The final duo act of the evening was Bare Bones featuring David Miller of Dive House Union notoriety on guitar and vocals and his son, Josh Miller, on hand percussion. As you may know Dive House Union was last year’s representative in Memphis. In this duo, Miller performed all originals in a slow hand, Clapton-esque guitar style, with punchy vocals that seem to combine soul and country flavors. The vocals and lyrical content were definitely the focal points of Miller’s work. He continued the story telling tradition with songs like “Memphis Spell” and “Steam Train”, but delivered it with debonair charm and humility.
Finally, the last group was Lynne Fredericks and Morningwood, which she claims she could not take credit for naming. The question posed to the audience was, could this band rise to the occasion? (I believe there’s a “punny” in there somewhere). The only female performer of the evening, Lynne was joined on stage by her bandmates: Blues Society President, Jack McArdle on guitar, Daniel Sturner on keys, Barry Arbogast on sax, Greg Zark on drums, and Dave Herr (also of Dive House Union) on bass. Lynne’s Big Mama Thorton, sexy, bawdy style was a definite crowd pleaser. Her commanding vocals and undeniable stage presence allowed her personality to just radiate. The band was a tight unit that has obviously developed a cohesive, yet laid back chemistry. The sax tore it up, the keys were smokin’, and the band was jivin’. The group backup vocals were an added bonus. Her original song “I Come First”, written by both herself and Zark, gave her theatrical license to use audience participation. The set ended with a slow grinder and she received a standing ovation.

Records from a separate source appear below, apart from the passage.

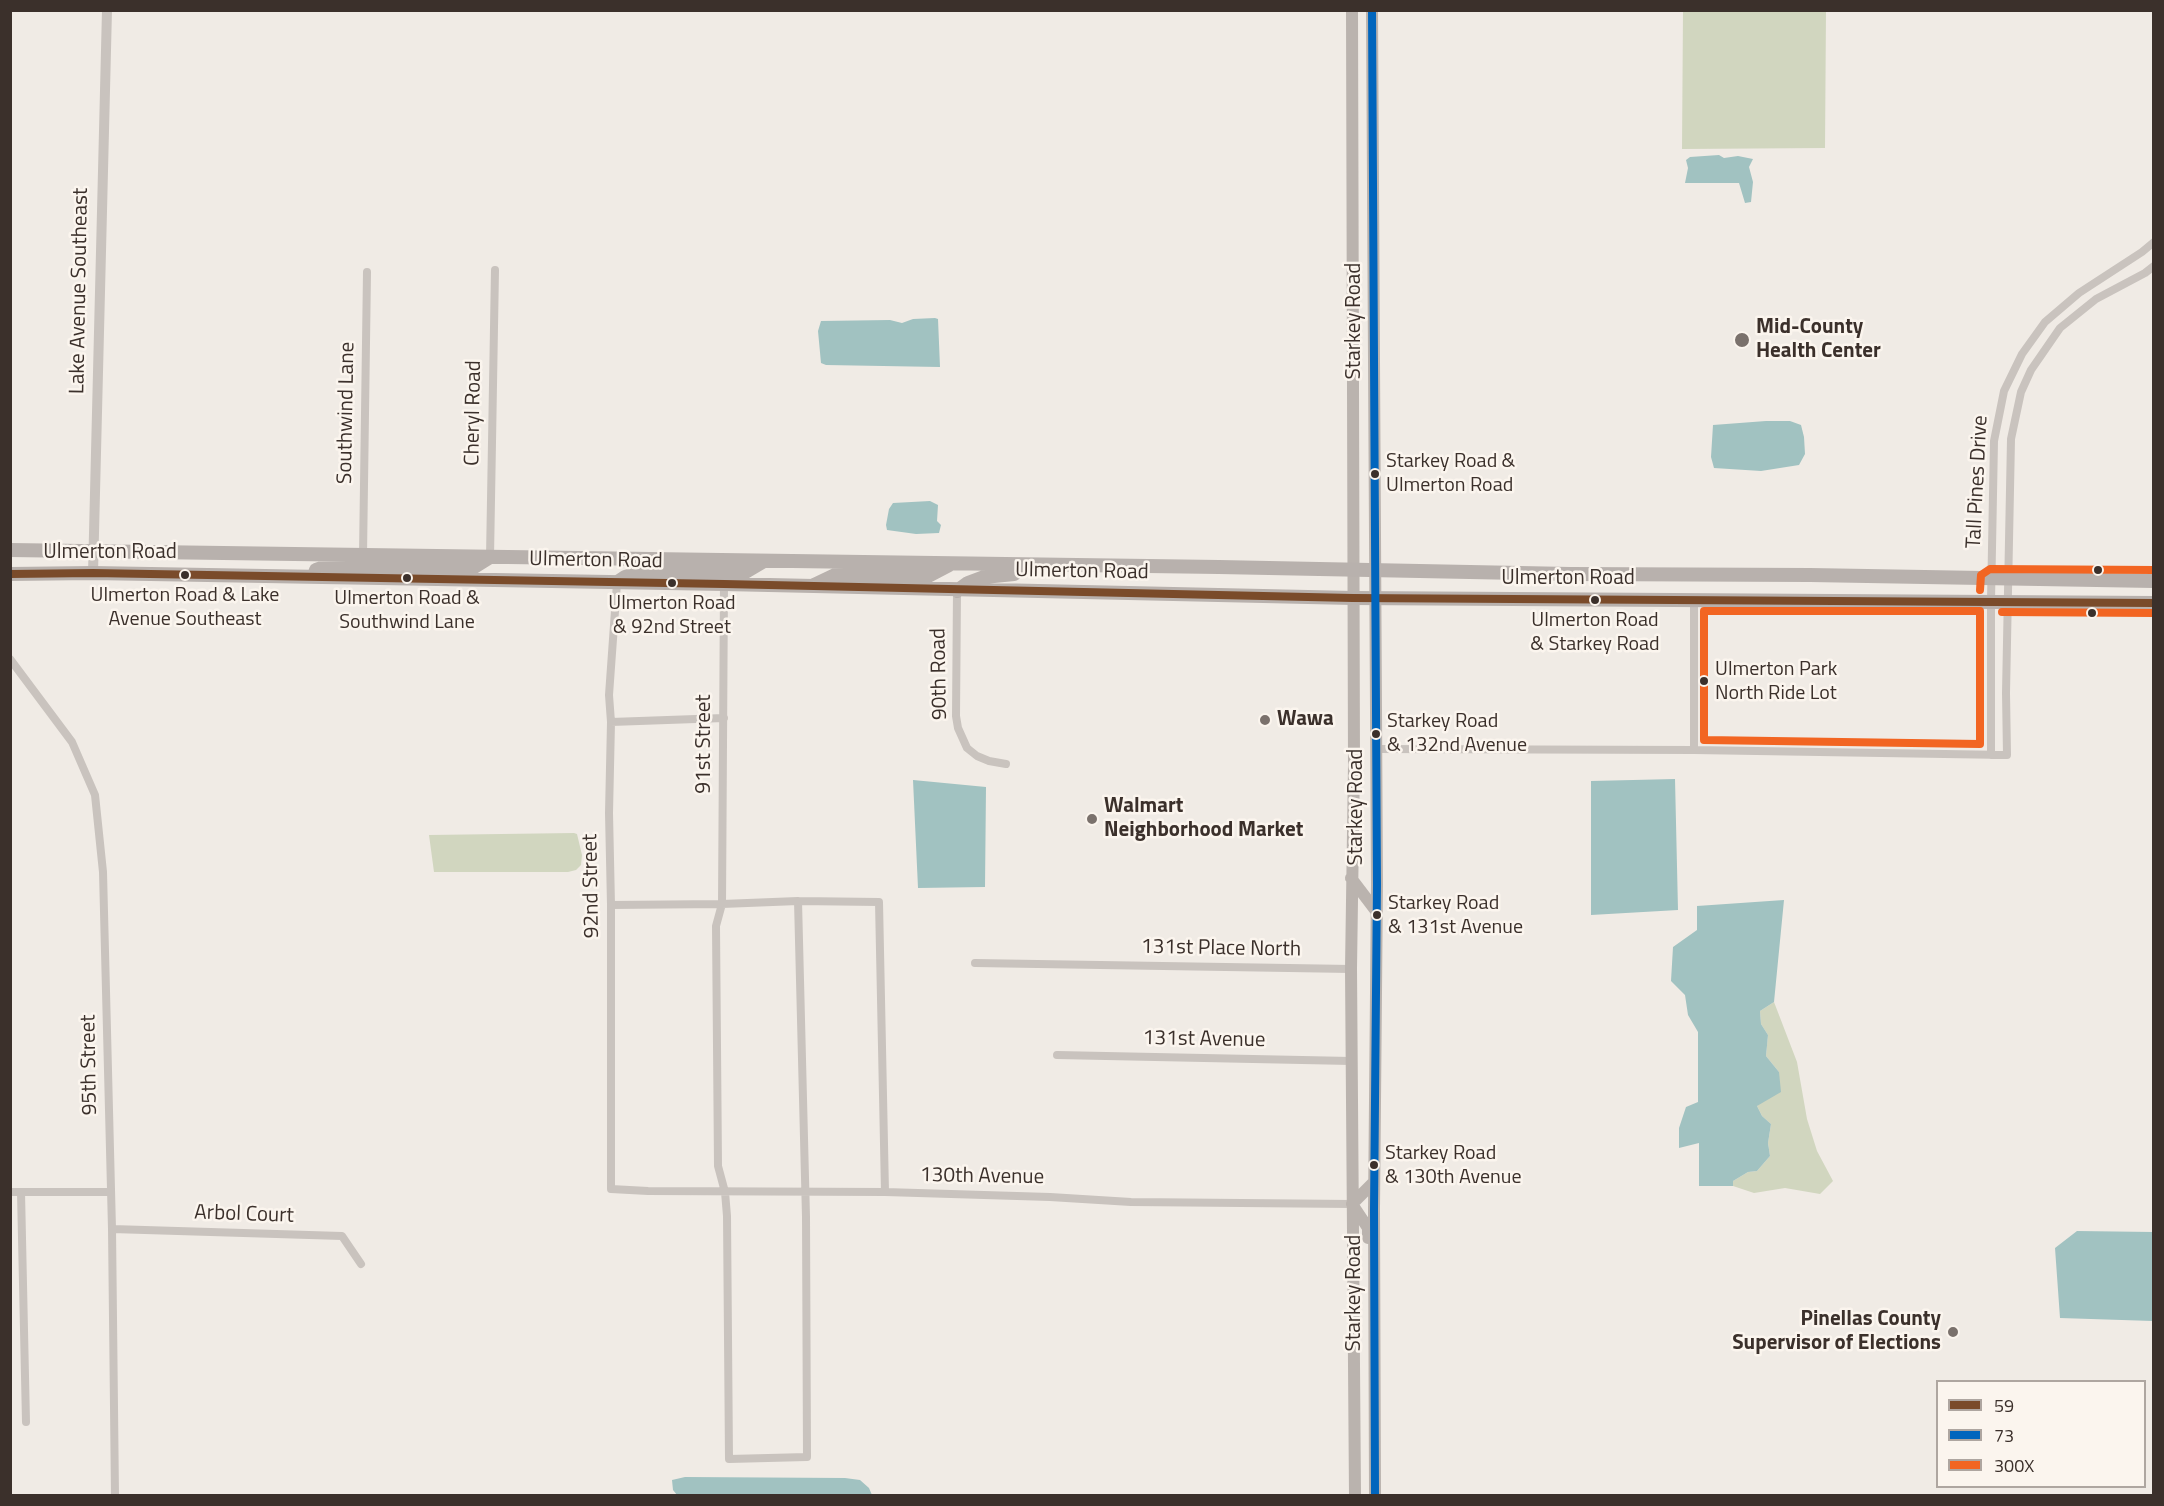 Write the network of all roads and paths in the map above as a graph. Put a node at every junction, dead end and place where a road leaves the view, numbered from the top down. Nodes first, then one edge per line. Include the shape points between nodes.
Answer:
1 (106, 10) edge
2 (1352, 10) edge
3 (1372, 10) edge
4 (2154, 242) edge
5 (2154, 266) edge
6 (495, 270) dead end
7 (367, 272) dead end
8 (10, 550) edge
9 (94, 551) junction
10 (363, 555) junction
11 (490, 557) junction
12 (764, 561) junction
13 (954, 563) junction
14 (1025, 565) junction
15 (1353, 570) junction
16 (1375, 570) junction
17 (93, 573) junction
18 (10, 574) edge
19 (314, 577) junction
20 (1991, 579) junction
21 (2009, 579) junction
22 (2154, 581) edge
23 (616, 583) junction
24 (724, 584) junction
25 (810, 587) junction
26 (957, 591) junction
27 (1353, 598) junction
28 (1376, 598) junction
29 (1694, 600) junction
30 (1990, 602) junction
31 (2007, 602) junction
32 (2154, 603) edge
33 (10, 659) edge
34 (724, 718) junction
35 (610, 723) junction
36 (1376, 749) junction
37 (1694, 750) junction
38 (1991, 754) junction
39 (1006, 764) dead end
40 (1352, 878) junction
41 (798, 901) junction
42 (722, 904) junction
43 (611, 905) junction
44 (1376, 911) junction
45 (975, 963) dead end
46 (1351, 969) junction
47 (1057, 1055) dead end
48 (1352, 1061) junction
49 (1374, 1182) junction
50 (611, 1189) joint
51 (10, 1192) edge
52 (21, 1192) junction
53 (111, 1192) junction
54 (725, 1192) junction
55 (885, 1192) junction
56 (804, 1193) junction
57 (1352, 1204) junction
58 (112, 1229) junction
59 (361, 1264) dead end
60 (1374, 1291) junction
61 (26, 1422) dead end
62 (115, 1496) edge
63 (1355, 1496) edge
64 (1375, 1496) edge

1 - 9 street, Lake Avenue Southeast
2 - 15 main road, Starkey Road
3 - 16 main road, Starkey Road
4 - 20 street, Tall Pines Drive via 2061,306 2035,335 2013,371 2004,391 1994,441
5 - 21 street, Tall Pines Drive via 2096,299 2060,328 2031,370 2021,392 2011,439
6 - 11 street, Cheryl Road
7 - 10 street, Southwind Lane
8 - 9 main road, Ulmerton Road
9 - 10 main road, Ulmerton Road
9 - 17 street, Lake Avenue Southeast
10 - 11 main road, Ulmerton Road
11 - 12 main road, Ulmerton Road
11 - 19 main road via 465,568 325,567 316,570
12 - 13 main road, Ulmerton Road
12 - 23 main road via 742,574 643,572
13 - 14 main road, Ulmerton Road
13 - 25 main road via 928,576 835,575
14 - 15 main road, Ulmerton Road
14 - 26 main road via 1014,574 984,577
15 - 16 main road, Ulmerton Road
15 - 27 main road, Starkey Road
16 - 20 main road, Ulmerton Road
16 - 28 main road, Starkey Road
17 - 18 main road, Ulmerton Road
17 - 19 main road, Ulmerton Road
19 - 23 main road, Ulmerton Road
20 - 21 main road, Ulmerton Road
20 - 30 street, Tall Pines Drive
21 - 22 main road, Ulmerton Road
21 - 31 street, Tall Pines Drive
23 - 24 main road, Ulmerton Road
23 - 35 street, 92nd Street
24 - 25 main road, Ulmerton Road
24 - 34 street, 91st Street
25 - 26 main road, Ulmerton Road
26 - 27 main road, Ulmerton Road
26 - 39 street, 90th Road via 958,728 967,748 977,756
27 - 28 main road, Ulmerton Road
27 - 40 main road, Starkey Road
28 - 29 main road, Ulmerton Road
28 - 36 main road, Starkey Road
29 - 30 main road, Ulmerton Road
29 - 37 street
30 - 31 main road, Ulmerton Road
30 - 38 street, Tall Pines Drive
31 - 32 main road, Ulmerton Road
31 - 38 street, Tall Pines Drive via 2007,754
33 - 53 street, 95th Street via 72,742 95,795 103,872
34 - 35 street
34 - 42 street, 91st Street
35 - 43 street, 92nd Street
36 - 37 street
36 - 44 main road, Starkey Road
37 - 38 street
40 - 44 main road
40 - 46 main road, Starkey Road
41 - 42 street
41 - 55 street via 879,902
41 - 56 street
42 - 43 street
42 - 54 street, 91st Street via 716,926 718,1166
43 - 50 street, 92nd Street
44 - 49 main road, Starkey Road
45 - 46 street, 131st Place North
46 - 48 main road, Starkey Road
47 - 48 street, 131st Avenue
48 - 57 main road, Starkey Road
49 - 57 main road
49 - 60 main road, Starkey Road
50 - 54 street, 130th Avenue
51 - 52 street
52 - 53 street
52 - 61 street
53 - 58 street, 95th Street
54 - 56 street, 130th Avenue
54 - 56 street, 91st Street via 729,1459 807,1457
55 - 56 street, 130th Avenue
55 - 57 street, 130th Avenue via 1131,1202
57 - 60 main road via 1368,1228 1368,1283
57 - 63 main road, Starkey Road
58 - 59 street, Arbol Court via 342,1236
58 - 62 street, 95th Street
60 - 64 main road, Starkey Road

Then it was time to announce the results. The air was full of anticipation. Master of Ceremonies and Blues Society of WNY newsletter editor, Karl Bauer, informed everyone that the competition was tight and the numbers were very close. In the Solo/Duo category, first place went to Bare Bones featuring David Miller. Second place went to Greg Zark. In the band category, first place went to the Tommy Z Band and second place went to Lynne Fredericks and Morningwood. It was noted that second place was not to be taken lightly. If the first place contenders are unable to go to Memphis to represent, then the second place competitors go in their place.
In true blues fashion, of course, there was a jam afterwards, where, in the end, it’s not about the competition, but the camaraderie amongst the musicians and appreciators present to witness a room full of blues talent.